Any day now we could deluged by an onslaught of bad news from the upcoming AAM “SnapShot” report. Until then, we can contemplate the news that one of the nations’ leading newsstand magazines will experience some new retail challenges at two national chains.
Last week WWD Magazine reported that an organization that partnered with Hearst family heir, Victoria Hearst, The National Center on Sexual Exploitation, had won a major victory by convincing Rite Aid Drugs, and Delahaize (The corporate parent of Food Lion and Hannaford Brothers Supermarkets) to put privacy blinders over copies of Cosmopolitan Magazine because minors need to be shielded from Cosmo’s sexual content.
Let’s just pause for a moment and take a look at the August cover of Cosmopolitan.
Cosmopolitan does have a long history of cover lines that push the margins. But let’s look at it this way, going after magazines distributed at a check out rack in a mass market retailer is pretty low hanging fruit. Maybe you can keep your minor child from seeing some “Hot Summer Sex” on a magazines’ cover. But seriously, have you checked your tweens’ Snapchat?
Victoria Hearst, a member of the founding family of the Hearst publishing conglomerate is reported as saying that she wants Cosmopolitan to be sold only to adults and have the cover wrapped like an adult (porn) magazine.
There is so much snark this publishing professional wishes to throw in the general direction of Victoria Hearst. However, unlike Ms. Hearst, I will resist the temptation to go after such low hanging fruit.

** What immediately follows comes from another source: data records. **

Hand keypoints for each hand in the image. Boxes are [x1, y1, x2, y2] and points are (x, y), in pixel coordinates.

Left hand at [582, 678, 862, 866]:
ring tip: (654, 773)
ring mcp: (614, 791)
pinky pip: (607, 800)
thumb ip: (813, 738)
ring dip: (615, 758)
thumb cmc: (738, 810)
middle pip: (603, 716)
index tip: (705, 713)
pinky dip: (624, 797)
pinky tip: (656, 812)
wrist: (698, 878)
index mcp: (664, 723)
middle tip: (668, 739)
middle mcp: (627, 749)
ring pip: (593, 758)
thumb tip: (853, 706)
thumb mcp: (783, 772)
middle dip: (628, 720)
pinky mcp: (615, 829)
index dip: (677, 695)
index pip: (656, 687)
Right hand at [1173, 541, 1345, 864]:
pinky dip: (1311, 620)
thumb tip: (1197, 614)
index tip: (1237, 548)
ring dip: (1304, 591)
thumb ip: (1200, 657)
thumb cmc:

For the record, Cosmo will be placed behind plastic blinders. That should make life slightly more challenging for wholesale merchandisers and add some costs to the single copy sales department over at Hearst. Adult magazines, porn magazines: Penthouse, Hustler, and dozens of other more aggressively sexual titles are often sold in opaque polybags that show only the magazine logo.

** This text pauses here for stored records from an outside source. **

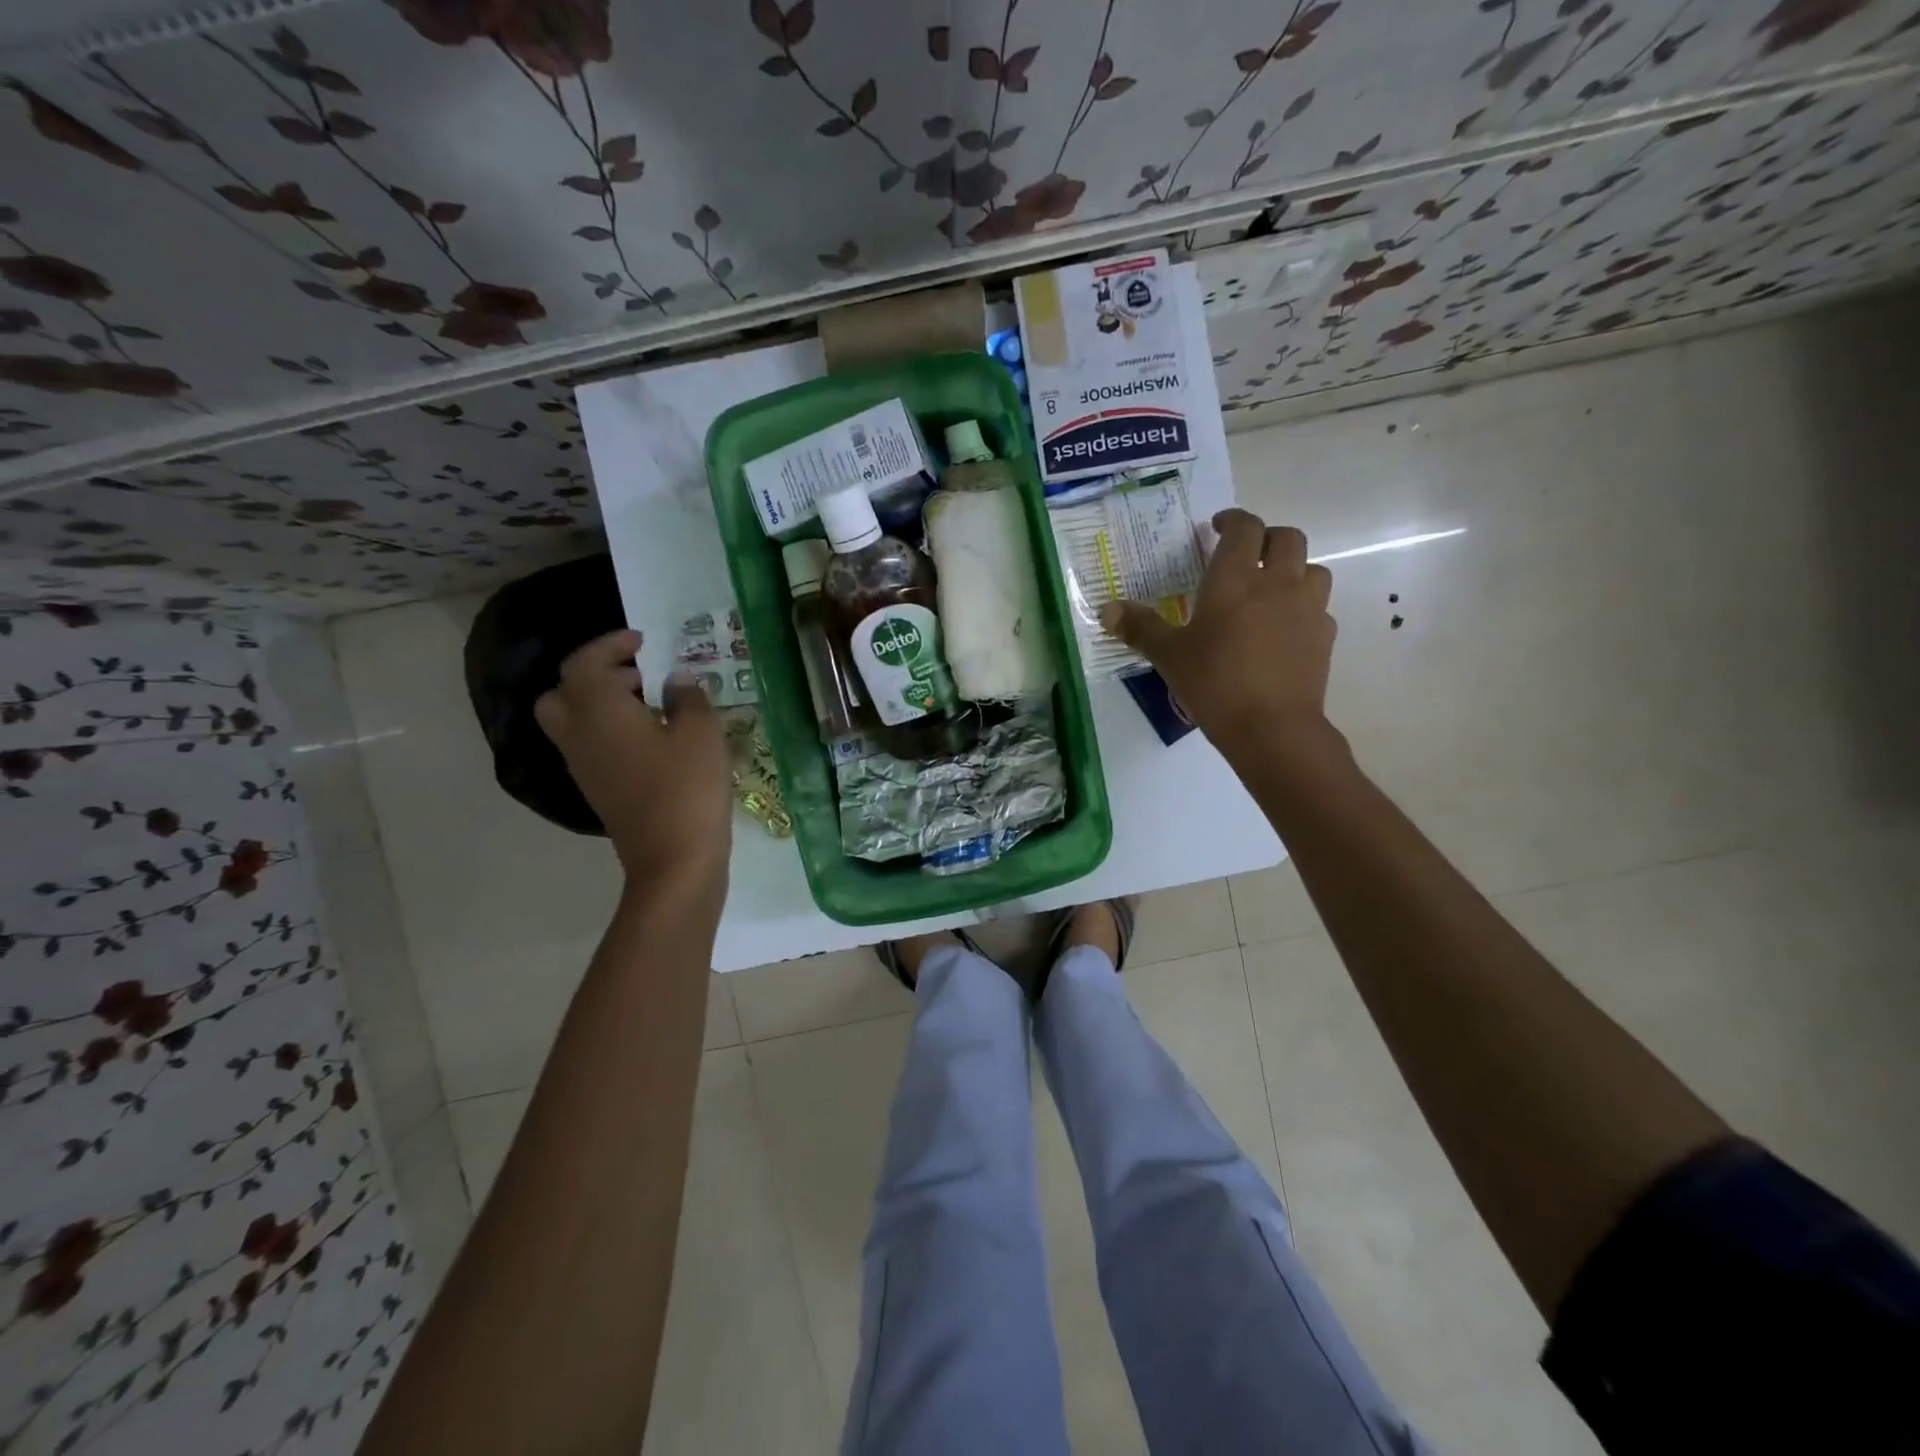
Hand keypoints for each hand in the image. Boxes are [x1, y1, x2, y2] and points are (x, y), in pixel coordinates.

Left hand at [535, 630, 731, 886]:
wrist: (673, 861)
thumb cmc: (687, 788)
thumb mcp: (701, 733)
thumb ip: (688, 698)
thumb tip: (676, 680)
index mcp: (599, 711)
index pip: (584, 663)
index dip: (610, 644)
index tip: (643, 640)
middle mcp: (579, 735)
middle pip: (563, 693)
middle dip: (596, 675)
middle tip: (639, 674)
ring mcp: (585, 767)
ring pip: (574, 721)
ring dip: (604, 704)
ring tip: (654, 705)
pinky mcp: (599, 790)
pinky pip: (592, 746)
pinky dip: (612, 731)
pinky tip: (655, 740)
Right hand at [1100, 508, 1336, 759]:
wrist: (1271, 727)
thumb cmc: (1214, 683)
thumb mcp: (1169, 655)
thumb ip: (1140, 628)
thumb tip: (1106, 610)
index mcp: (1234, 579)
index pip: (1243, 528)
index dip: (1232, 520)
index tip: (1217, 527)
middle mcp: (1277, 582)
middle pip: (1287, 538)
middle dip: (1267, 538)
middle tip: (1246, 555)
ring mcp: (1307, 608)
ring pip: (1312, 569)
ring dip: (1293, 570)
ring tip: (1271, 590)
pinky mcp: (1324, 637)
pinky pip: (1319, 608)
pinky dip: (1303, 609)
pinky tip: (1285, 630)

The Hearst corporation is quite possibly one of the most successful magazine media companies in the world. They have done some incredible work in maneuvering their properties through the ever-changing digital and print landscape. Last year, they successfully launched the Dr. Oz magazine, a title that has half a million subscribers and sells over 300,000 copies on the newsstand. In a December 2014 interview with industry analyst Samir Husni, Hearst President David Carey sounded pretty upbeat despite the challenging environment most publishers had just navigated.
Let’s try and be serious for a moment. Or not. Are parents really all that concerned with the “smut” that their children see as they walk through retail stores? Don’t their kids already have their noses in their smart phones? And isn’t it possible that they are seeing a lot more graphic content than “Hot Summer Sex” while they browse their Snapchats, WhatsApp and Instagram pages?

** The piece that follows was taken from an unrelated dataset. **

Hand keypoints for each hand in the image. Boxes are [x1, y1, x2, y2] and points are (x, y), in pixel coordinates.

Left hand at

In the second half of 2014, Cosmopolitan reported single copy sales of 632,000 copies with a retail sales value of $15.7 million. That sounds like a lot. Until one considers the fact that in the second half of 2007, Cosmopolitan reported single copy sales of 1.896 million copies at a retail value of $49.7 million.
That should get your attention and put the newsstand crisis in perspective, what?
Moreover, it also might explain why it feels like Rite Aid and Delahaize shrugged and said, “Whatever” when Ms. Hearst’s’ organization demanded they shield children’s delicate sensibilities from smutty cover lines.
In the end, this campaign seems like nothing so much as an attention seeking malarkey. Children are much more at risk for injuring themselves while they walk around staring at their smart phone screens. Of course, that would presume they are walking and not sitting on the couch watching a smutty movie on Netflix.
If I learned anything while raising my two daughters, it was that open, honest, frank and age appropriate conversations got all of us much further in life than trying to hide, shield and keep them clear of today’s culture.
How would I suggest a parent handle a Cosmopolitan cover line? Simple: “Those are magazines for grown up women. Look, here’s Discovery Girls.”
That doesn’t seem hard, does it?
For the record, I’d like to point out to the folks at the National Center on Sexual Exploitation that this….
…is a pornographic magazine. About the only place you can see one in the wild would be in an adult bookstore and a few convenience stores or traditional newsstands.
Is a well-respected, multiple award-winning national women’s service magazine produced by a much-admired U.S. corporation.
Other than the fact that they are both magazines, there’s really no similarity.